*** Opening of INPUT DATA ***

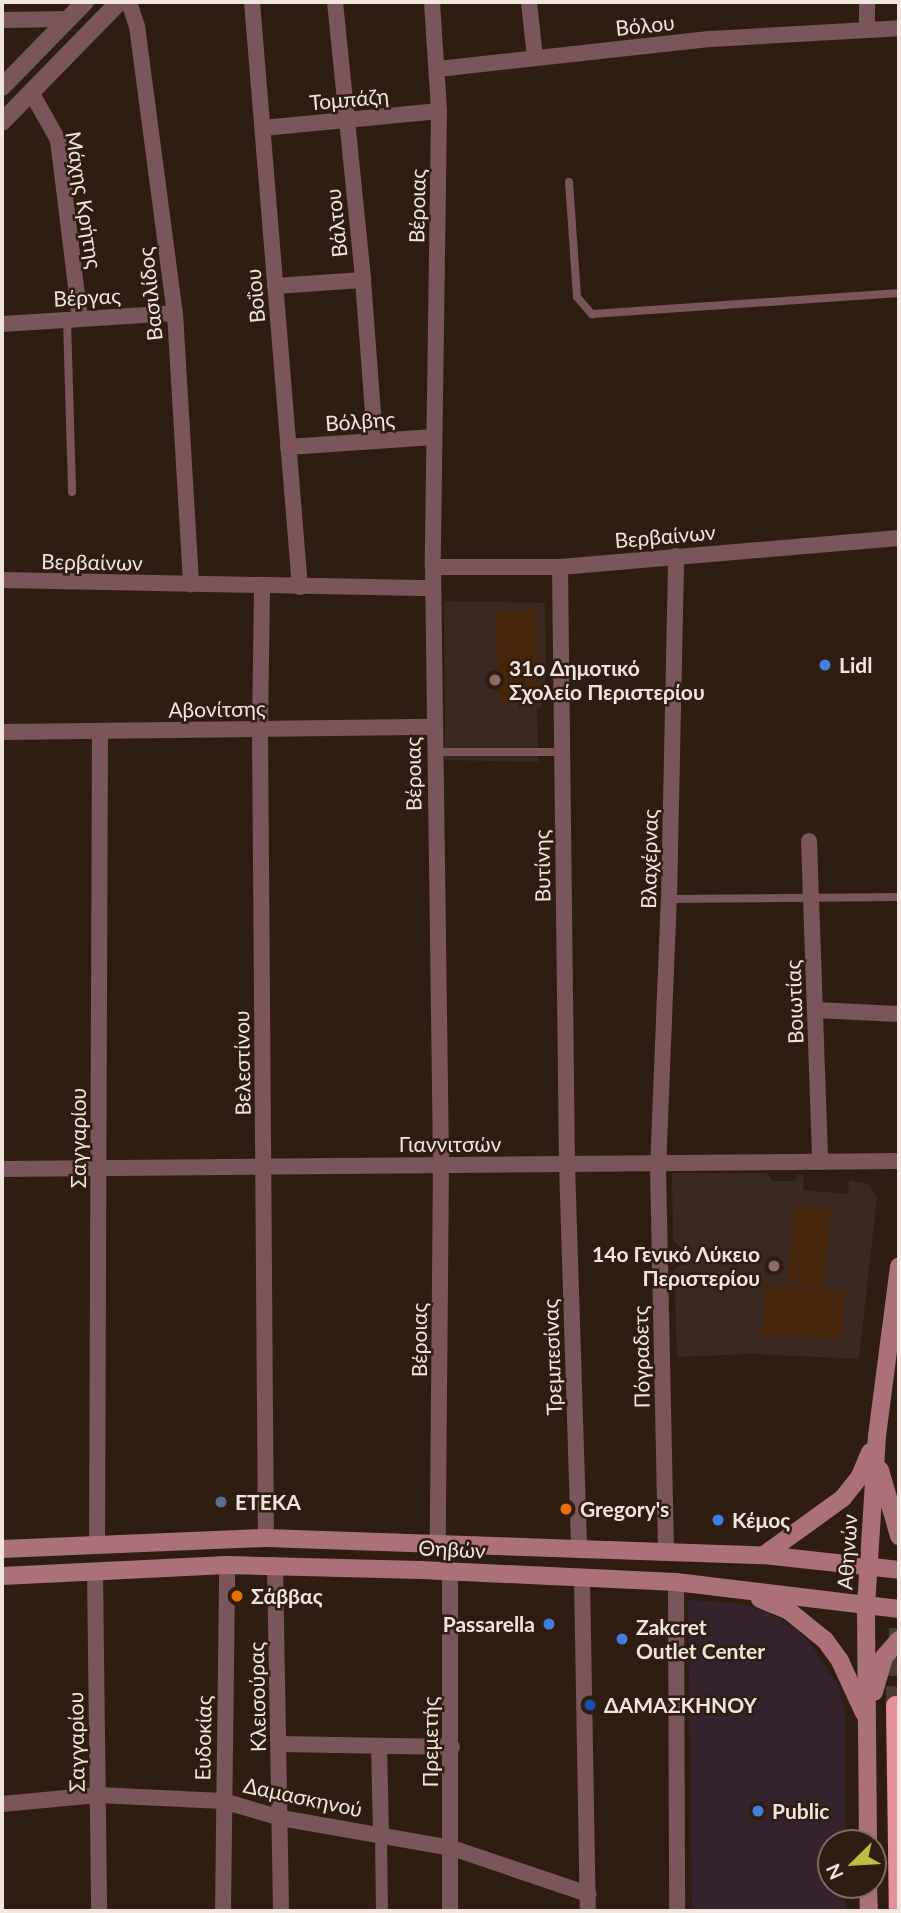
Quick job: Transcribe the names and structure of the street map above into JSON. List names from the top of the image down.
{
  "streets": {
    "main road": ["Θηβών", "Αθηνών"],
    "street": [
      "Βόλου",
      "Τομπάζη",
      "Μάχης Κρήτης",
      "Βέροιας",
      "Βάλτου",
      "Βασιλίδος",
      "Βοΐου",
      "Βέργας",
      "Βόλβης",
      "Βερβαίνων",
      "Αβονίτσης",
      "Βλαχέρνας",
      "Βυτίνης",
      "Βοιωτίας",
      "Βελεστίνου",
      "Σαγγαρίου",
      "Γιαννιτσών",
      "Τρεμπεσίνας",
      "Πόγραδετς",
      "Κλεισούρας",
      "Ευδοκίας",
      "Πρεμετής",
      "Δαμασκηνού"
    ]
  },
  "crossings": [
    ["Βόλου", "Βέροιας"],
    ["Τομπάζη", "Βέροιας"],
    ["Τομπάζη", "Βάλτου"],
    ["Τομπάζη", "Βοΐου"],
    ["Μάχης Κρήτης", "Βέργας"],
    ["Βέροιας", "Βόλβης"],
    ["Βέροιας", "Βερβαίνων"],
    ["Βέροιας", "Αβονίτσης"],
    ["Βέροιας", "Γιαννιτσών"],
    ["Βέροιας", "Θηβών"],
    ["Βάλτου", "Βόλβης"],
    ["Βασιλίδος", "Βέργας"],
    ["Βασιλίδος", "Βερβαίνων"],
    ["Βοΐου", "Βόλβης"],
    ["Βοΐου", "Βερβαίνων"],
    ["Βερβαίνων", "Βλαχέρνας"],
    ["Βερβαίνων", "Βυτίνης"],
    ["Βερβαίνων", "Βελεστίνου"],
    ["Αβονίτσης", "Βελεστίνου"],
    ["Αβονίτσης", "Σαγγαρίου"],
    ["Βλαχέρνας", "Γιαννιτσών"],
    ["Βλαχέρνας", "Πόγραδετς"],
    ["Βυτίνης", "Γιαννιτσών"],
    ["Βυτίνης", "Τρεμπεσίνας"],
    ["Βοιωτίας", "Γιαννιτσών"],
    ["Βελεστίνου", "Γιαννιτσών"],
    ["Βελεστίνου", "Θηβών"],
    ["Σαγγαρίου", "Γιαννιτσών"],
    ["Σαγγαρίου", "Θηβών"],
    ["Σαγγαρίου", "Δαμασκηνού"],
    ["Γιαννιτσών", "Τρεμπεσίνας"],
    ["Γιαννιτσών", "Πόγραδετς"],
    ["Τρεμπεσίνας", "Θηβών"],
    ["Πόγραδετς", "Θηβών"],
    ["Θηβών", "Αθηνών"],
    ["Θηβών", "Κλεισούρας"],
    ["Θηβών", "Ευδοκίας"],
    ["Θηβών", "Πρεμετής"],
    ["Κλεισούρας", "Δαμασκηνού"],
    ["Ευδοκίας", "Δαμασκηνού"],
    ["Πρεμετής", "Δαμασκηνού"]
  ],
  "places": [
    "Lidl",
    "31ο Δημοτικό Σχολείο Περιστερίου",
    "14ο Γενικό Λύκειο Περιστερίου",
    "ΕΤΕΚΑ",
    "Gregory's",
    "Κέμος",
    "Σάββας",
    "Passarella",
    "Zakcret Outlet Center",
    "ΔΑΜΑΣΚΗΝΟΥ",
    "Public"
  ],
  "north": "bottom left"
}
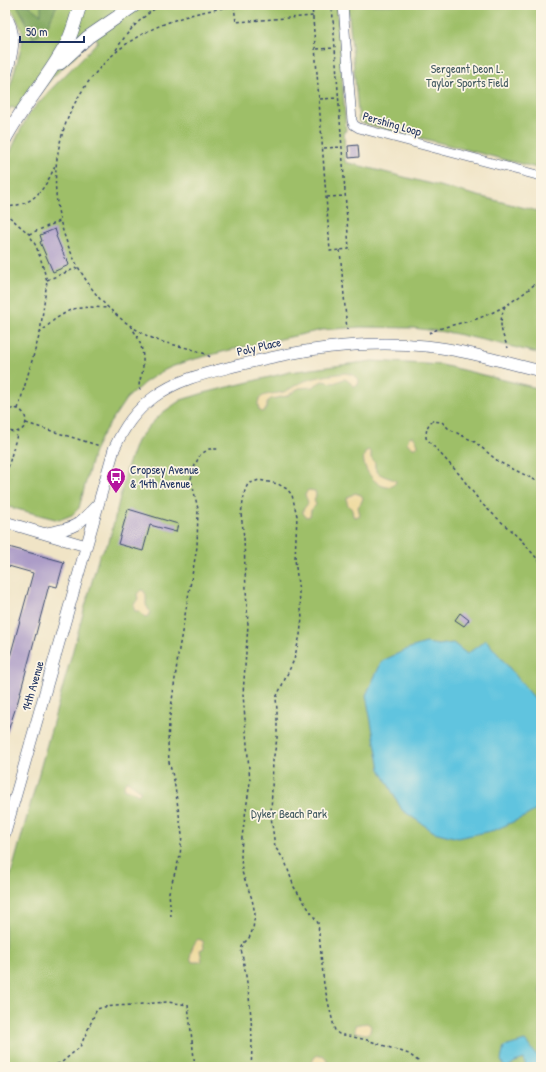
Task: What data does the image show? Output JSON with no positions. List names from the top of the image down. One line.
{"streets":{"main road":["Poly Place","14th Avenue"],"street":["Pershing Loop"]},"crossings":[["Poly Place","14th Avenue"]],"parks":["Sergeant Deon L. Taylor Sports Field","Dyker Beach Park"],"places":{"bus stop":["Cropsey Avenue & 14th Avenue"]},"scale_bar":"50 m"}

*** Close of INPUT DATA ***

- WHAT THE EXERCISE ASKS
Each line from the one that contains "Task: What data" to the end of the data should be set down exactly, both ends included.

- OUTPUT
Task: What data does the image show? Output JSON with no positions. List names from the top of the image down. One line.
{"streets":{"main road":["Poly Place","14th Avenue"],"street":["Pershing Loop"]},"crossings":[["Poly Place","14th Avenue"]],"parks":["Sergeant Deon L. Taylor Sports Field","Dyker Beach Park"],"places":{"bus stop":["Cropsey Avenue & 14th Avenue"]},"scale_bar":"50 m"}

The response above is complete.